(Work instructions)
Retype each entry exactly as written, and keep the pictures out of the copy.

Saved data entries
=== Section Start ===

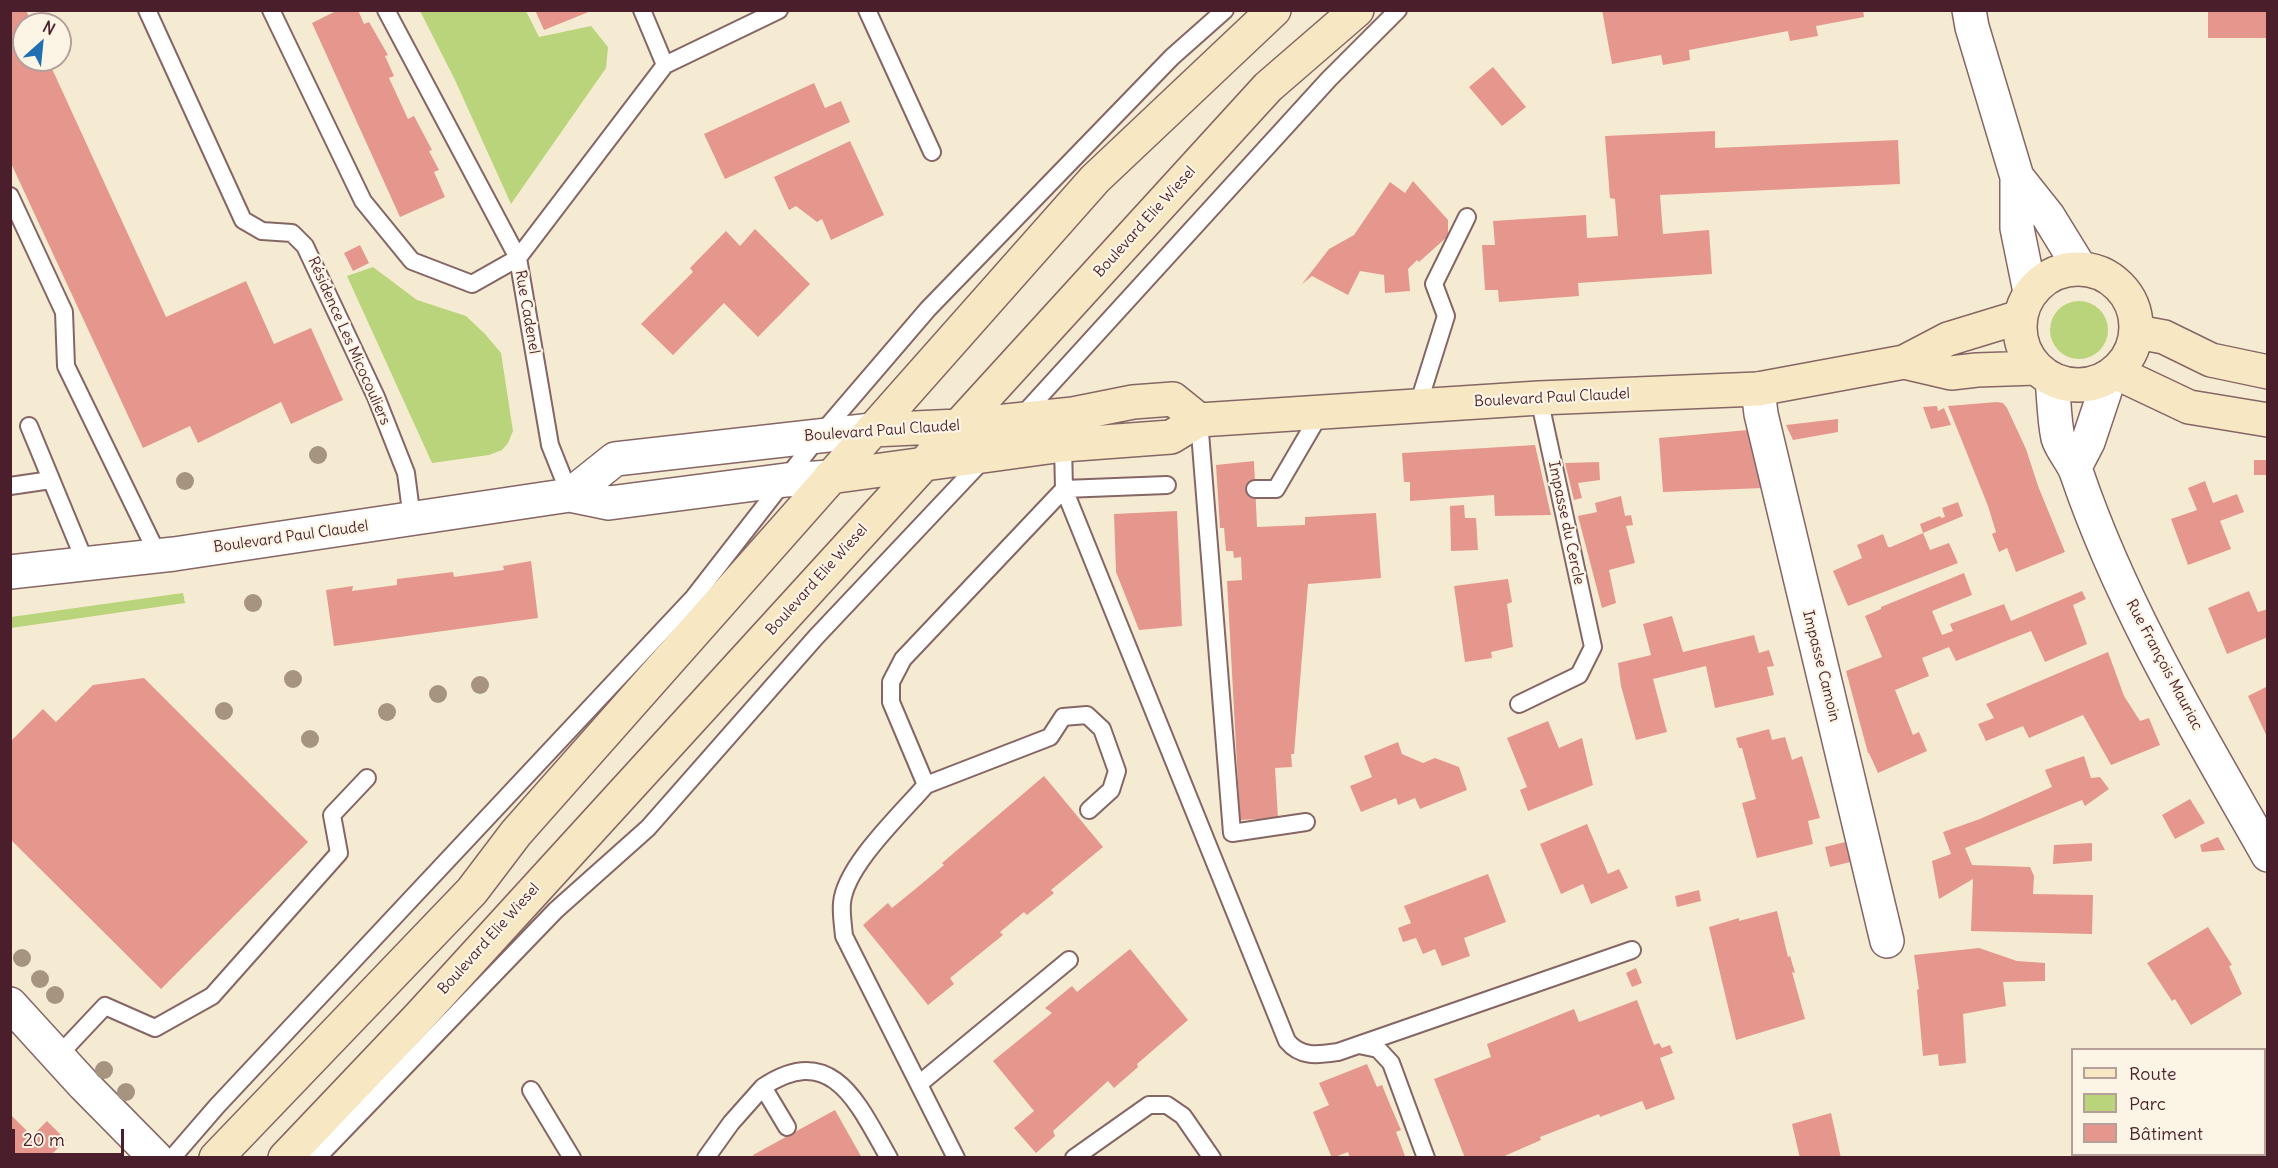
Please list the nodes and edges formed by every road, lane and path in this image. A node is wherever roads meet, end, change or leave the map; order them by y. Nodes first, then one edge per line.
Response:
1 (147, 10) edge
2 (271, 10) edge
3 (386, 10) edge
4 (642, 10) edge
5 (779, 10) edge
6 (867, 10) edge
7 (1225, 10) edge
8 (1274, 10) edge
9 (1357, 10) edge
10 (1398, 10) edge
11 (1969, 10) edge
12 (665, 65) junction
13 (932, 152) dead end
14 (2017, 177) junction
15 (10, 196) edge
16 (1467, 217) dead end
17 (518, 258) junction
18 (2080, 267) junction
19 (2025, 304) junction
20 (2137, 332) junction
21 (1904, 362) junction
22 (2268, 372) edge
23 (2044, 374) junction
24 (2113, 374) junction
25 (1758, 389) junction
26 (1539, 398) junction
27 (1418, 405) junction
28 (1321, 411) junction
29 (1020, 419) junction
30 (1199, 420) junction
31 (2268, 420) edge
32 (29, 426) dead end
33 (958, 426) junction
34 (872, 430) junction
35 (820, 435) junction
36 (1063, 445) junction
37 (988, 454) junction
38 (924, 463) junction
39 (2075, 468) junction
40 (830, 477) junction
41 (51, 480) junction
42 (786, 480) junction
43 (1167, 485) dead end
44 (10, 486) edge
45 (1064, 489) junction
46 (1255, 489) dead end
47 (570, 495) junction
48 (412, 519) junction
49 (158, 555) junction
50 (86, 564) junction
51 (10, 572) edge
52 (1519, 704) dead end
53 (367, 778) dead end
54 (926, 785) junction
55 (2256, 808) edge
56 (1089, 810) dead end
57 (1306, 822) dead end
58 (2268, 855) edge
59 (1887, 941) dead end
60 (1632, 950) dead end
61 (1069, 960) dead end
62 (10, 1004) edge
63 (1359, 1045) junction
64 (57, 1056) junction
65 (919, 1084) junction
66 (763, 1087) junction
67 (531, 1090) dead end
68 (787, 1127) dead end
69 (156, 1158) edge
70 (172, 1158) edge
71 (216, 1158) edge
72 (285, 1158) edge
73 (317, 1158) edge
74 (572, 1158) edge
75 (706, 1158) edge
76 (889, 1158) edge
77 (956, 1158) edge
78 (1074, 1158) edge
79 (1212, 1158) edge
80 (1426, 1158) edge

1 - 48 lane, Résidence Les Micocouliers
2 - 17 lane
3 - 17 lane
4 - 12 lane
5 - 12 lane, Rue Cadenel
6 - 13 lane
7 - 35 lane
8 - 34 street
9 - 33 street, Boulevard Elie Wiesel
10 - 29 lane
11 - 14 street, Rue François Mauriac
12 - 17 lane, Rue Cadenel
14 - 18 street, Rue François Mauriac
14 - 19 street, Rue François Mauriac
15 - 49 lane
16 - 27 lane
17 - 47 lane, Rue Cadenel
18 - 19 street
18 - 20 street
19 - 21 street, Boulevard Paul Claudel
19 - 23 street, Rue François Mauriac
20 - 22 street
20 - 24 street
21 - 23 street, Boulevard Paul Claudel
21 - 25 street, Boulevard Paul Claudel
23 - 24 street
23 - 39 street, Rue François Mauriac
24 - 31 street
24 - 39 street
25 - 26 street, Boulevard Paul Claudel
25 - 59 street, Impasse Camoin
26 - 27 street, Boulevard Paul Claudel
26 - 52 lane, Impasse du Cercle
27 - 28 street, Boulevard Paul Claudel
28 - 30 street, Boulevard Paul Claudel
28 - 46 lane
29 - 30 street, Boulevard Paul Claudel
29 - 33 street, Boulevard Paul Claudel
29 - 37 lane
30 - 36 street, Boulevard Paul Claudel
30 - 57 lane
32 - 41 lane
33 - 34 street, Boulevard Paul Claudel
33 - 38 street, Boulevard Elie Wiesel
34 - 35 street, Boulevard Paul Claudel
34 - 40 street
35 - 42 lane
35 - 47 street, Boulevard Paul Claudel
36 - 37 street, Boulevard Paul Claudel
36 - 45 lane
37 - 38 street, Boulevard Paul Claudel
37 - 73 lane
38 - 40 street, Boulevard Paul Claudel
38 - 72 street, Boulevard Elie Wiesel
39 - 55 street, Rue François Mauriac
40 - 42 street, Boulevard Paul Claudel
40 - 71 street
41 - 44 lane
41 - 50 lane
42 - 47 street, Boulevard Paul Claudel
42 - 70 lane
43 - 45 lane
45 - 54 lane
45 - 63 lane
47 - 48 street, Boulevard Paul Claudel
48 - 49 street, Boulevard Paul Claudel
49 - 50 street, Boulevard Paul Claudel
50 - 51 street, Boulevard Paul Claudel
53 - 64 lane
54 - 56 lane
54 - 65 lane
55 - 58 street, Rue François Mauriac
60 - 63 lane
61 - 65 lane
62 - 64 street
63 - 80 lane
64 - 69 street
65 - 77 lane
66 - 68 lane
66 - 75 lane
66 - 76 lane
67 - 74 lane
78 - 79 lane

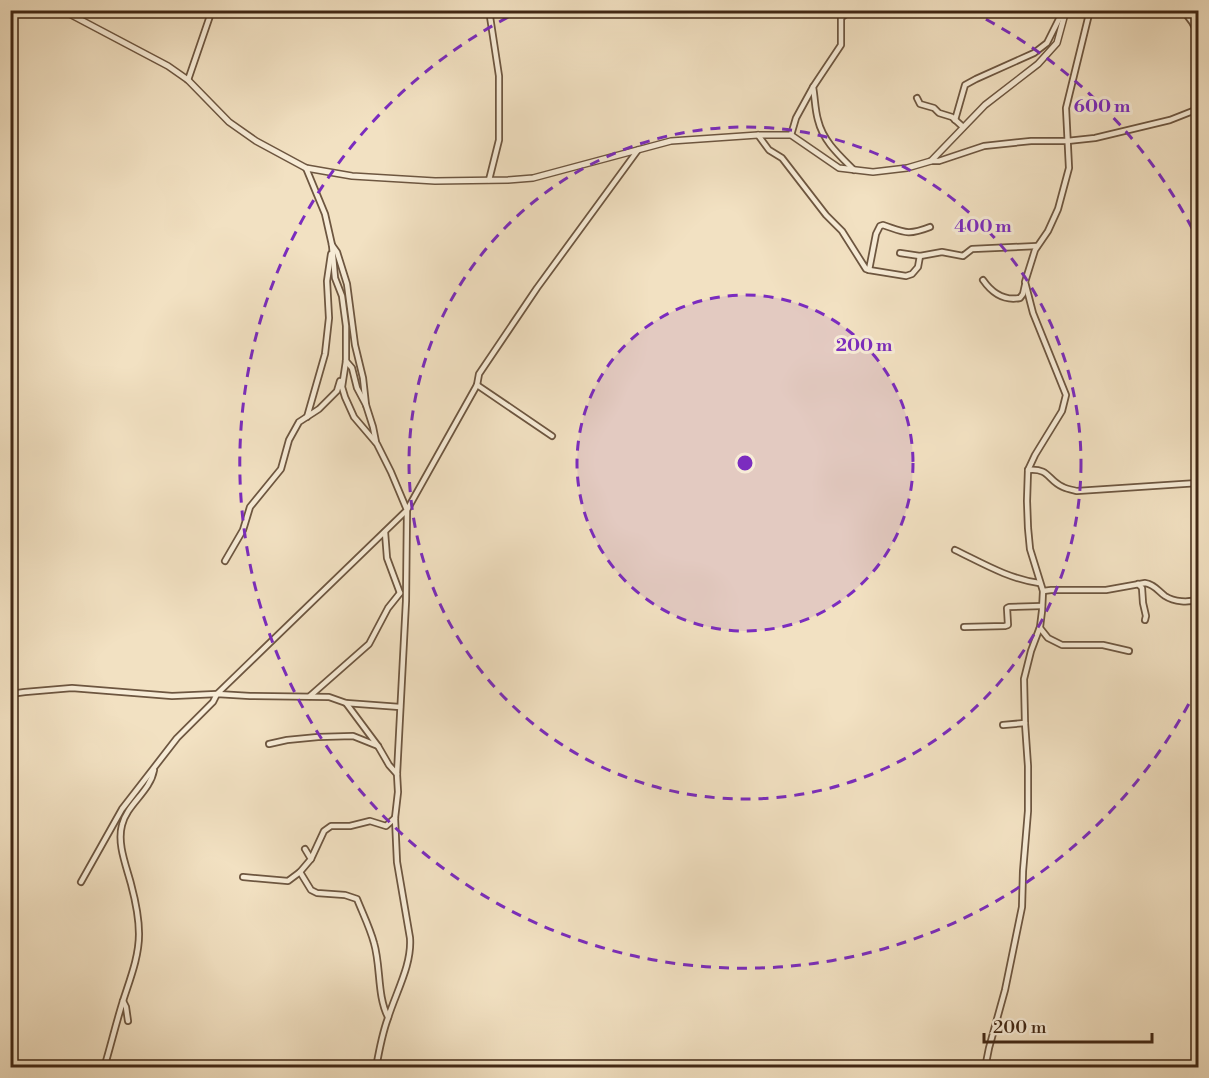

=== Section End ===

(Answer for the task)
Please list the nodes and edges formed by every road, lane and path in this image. A node is wherever roads meet, end, change or leave the map; order them by y. Nodes first, then one edge per line.
Response:
1 (147, 10) edge
2 (271, 10) edge
3 (386, 10) edge
4 (642, 10) edge
5 (779, 10) edge
6 (867, 10) edge
7 (1225, 10) edge
8 (1274, 10) edge
9 (1357, 10) edge
10 (1398, 10) edge
11 (1969, 10) edge
12 (665, 65) junction
13 (932, 152) dead end
14 (2017, 177) junction
15 (10, 196) edge
16 (1467, 217) dead end
17 (518, 258) junction
18 (2080, 267) junction
19 (2025, 304) junction
20 (2137, 332) junction
21 (1904, 362) junction
22 (2268, 372) edge
23 (2044, 374) junction
24 (2113, 374) junction
25 (1758, 389) junction
26 (1539, 398) junction
27 (1418, 405) junction
28 (1321, 411) junction
29 (1020, 419) junction
30 (1199, 420) junction
31 (2268, 420) edge
32 (29, 426) dead end
33 (958, 426) junction
34 (872, 430) junction
35 (820, 435) junction
36 (1063, 445) junction
37 (988, 454) junction
38 (924, 463) junction
39 (2075, 468) junction
40 (830, 477) junction
41 (51, 480) junction
42 (786, 480) junction
43 (1167, 485) dead end
44 (10, 486) edge
45 (1064, 489) junction
46 (1255, 489) dead end
47 (570, 495) junction
48 (412, 519) junction
49 (158, 555) junction
50 (86, 564) junction
51 (10, 572) edge
52 (1519, 704) dead end
53 (367, 778) dead end
54 (926, 785) junction
55 (2256, 808) edge
56 (1089, 810) dead end
57 (1306, 822) dead end
58 (2268, 855) edge
59 (1887, 941) dead end
60 (1632, 950) dead end
61 (1069, 960) dead end
62 (10, 1004) edge
63 (1359, 1045) junction
64 (57, 1056) junction
65 (919, 1084) junction
66 (763, 1087) junction
67 (531, 1090) dead end
68 (787, 1127) dead end
69 (156, 1158) edge
70 (172, 1158) edge
71 (216, 1158) edge
72 (285, 1158) edge
73 (317, 1158) edge
74 (572, 1158) edge
75 (706, 1158) edge
76 (889, 1158) edge
77 (956, 1158) edge
78 (1074, 1158) edge
79 (1212, 1158) edge
80 (1426, 1158) edge

1 - 48 lane, Résidence Les Micocouliers
2 - 17 lane
3 - 17 lane
4 - 12 lane
5 - 12 lane, Rue Cadenel
6 - 13 lane
7 - 35 lane
8 - 34 street
9 - 33 street, Boulevard Elie Wiesel
10 - 29 lane
11 - 14 street, Rue François Mauriac
12 - 17 lane, Rue Cadenel
14 - 18 street, Rue François Mauriac
14 - 19 street, Rue François Mauriac
15 - 49 lane
16 - 27 lane
17 - 47 lane, Rue Cadenel
18 - 19 street
18 - 20 street
19 - 21 street, Boulevard Paul Claudel
19 - 23 street, Rue François Mauriac
20 - 22 street
20 - 24 street
21 - 23 street, Boulevard Paul Claudel
21 - 25 street, Boulevard Paul Claudel
23 - 24 street
23 - 39 street, Rue François Mauriac
24 - 31 street
24 - 39 street
25 - 26 street, Boulevard Paul Claudel
25 - 59 street, Impasse Camoin
26 - 27 street, Boulevard Paul Claudel
26 - 52 lane, Impasse du Cercle
27 - 28 street, Boulevard Paul Claudel
28 - 30 street, Boulevard Paul Claudel
28 - 46 lane
29 - 30 street, Boulevard Paul Claudel
29 - 33 street, Boulevard Paul Claudel
29 - 37 lane
30 - 36 street, Boulevard Paul Claudel
30 - 57 lane
32 - 41 lane
33 - 34 street, Boulevard Paul Claudel
33 - 38 street, Boulevard Elie Wiesel
34 - 35 street, Boulevard Paul Claudel
34 - 40 street
35 - 42 lane
35 - 47 street, Boulevard Paul Claudel
36 - 37 street, Boulevard Paul Claudel
36 - 45 lane
37 - 38 street, Boulevard Paul Claudel
37 - 73 lane
38 - 40 street, Boulevard Paul Claudel
38 - 72 street, Boulevard Elie Wiesel
39 - 55 street, Rue François Mauriac
40 - 42 street, Boulevard Paul Claudel
40 - 71 street
41 - 44 lane
41 - 50 lane
42 - 47 street, Boulevard Paul Claudel
42 - 70 lane
43 - 45 lane
45 - 54 lane
45 - 63 lane
47 - 48 street, Boulevard Paul Claudel
48 - 49 street, Boulevard Paul Claudel
49 - 50 street, Boulevard Paul Claudel
50 - 51 street, Boulevard Paul Claudel
53 - 64 lane
54 - 56 lane
54 - 65 lane
55 - 58 street, Rue François Mauriac
60 - 63 lane
61 - 65 lane
62 - 64 street
63 - 80 lane
64 - 69 street
65 - 77 lane
66 - 68 lane
66 - 75 lane
66 - 76 lane
67 - 74 lane
78 - 79 lane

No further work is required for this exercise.